▶ **Task to complete**:
Every line from the top of the records through the line containing "index mcp: (111, 97)" should be retyped exactly; the pictures should not.

Data Block Start

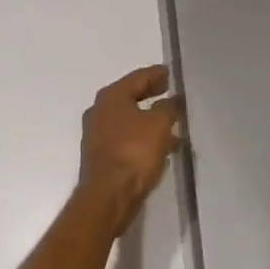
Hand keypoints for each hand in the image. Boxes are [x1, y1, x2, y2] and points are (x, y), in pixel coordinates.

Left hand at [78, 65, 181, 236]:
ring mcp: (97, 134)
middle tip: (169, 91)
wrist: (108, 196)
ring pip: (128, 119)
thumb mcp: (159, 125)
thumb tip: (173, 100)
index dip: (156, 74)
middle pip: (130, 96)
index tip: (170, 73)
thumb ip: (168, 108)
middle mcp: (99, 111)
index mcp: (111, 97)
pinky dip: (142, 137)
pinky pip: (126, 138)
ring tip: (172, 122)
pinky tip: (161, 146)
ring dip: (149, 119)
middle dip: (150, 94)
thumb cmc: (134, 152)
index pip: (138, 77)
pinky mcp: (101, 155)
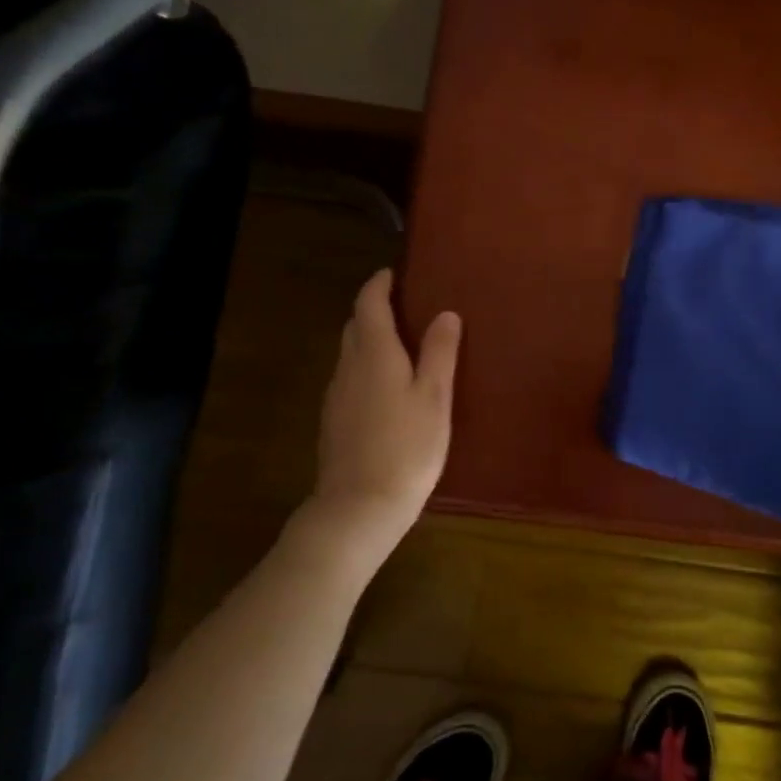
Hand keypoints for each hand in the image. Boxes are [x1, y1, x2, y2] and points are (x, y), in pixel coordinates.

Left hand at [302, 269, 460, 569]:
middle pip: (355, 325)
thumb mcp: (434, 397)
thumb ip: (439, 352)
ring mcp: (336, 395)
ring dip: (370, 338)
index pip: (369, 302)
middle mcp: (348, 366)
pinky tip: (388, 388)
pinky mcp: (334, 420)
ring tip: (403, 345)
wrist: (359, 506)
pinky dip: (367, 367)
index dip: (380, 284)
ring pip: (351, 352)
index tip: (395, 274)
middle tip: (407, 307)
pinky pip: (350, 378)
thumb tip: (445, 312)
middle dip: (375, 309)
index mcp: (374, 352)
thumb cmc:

Data Block End

▶ **Output for this task**:
Hand keypoints for each hand in the image. Boxes are [x1, y1, x2, y2] and points are (x, y), in pixel coordinates.

Left hand at [78, 65, 181, 236]:
ring mcp: (97, 134)
middle tip: (169, 91)
wrist: (108, 196)
ring pip: (128, 119)
thumb mcp: (159, 125)
thumb tip: (173, 100)
index dip: (156, 74)
middle pip: (130, 96)
index tip: (170, 73)
thumb ip: (168, 108)
middle mcp: (99, 111)
index mcp: (111, 97)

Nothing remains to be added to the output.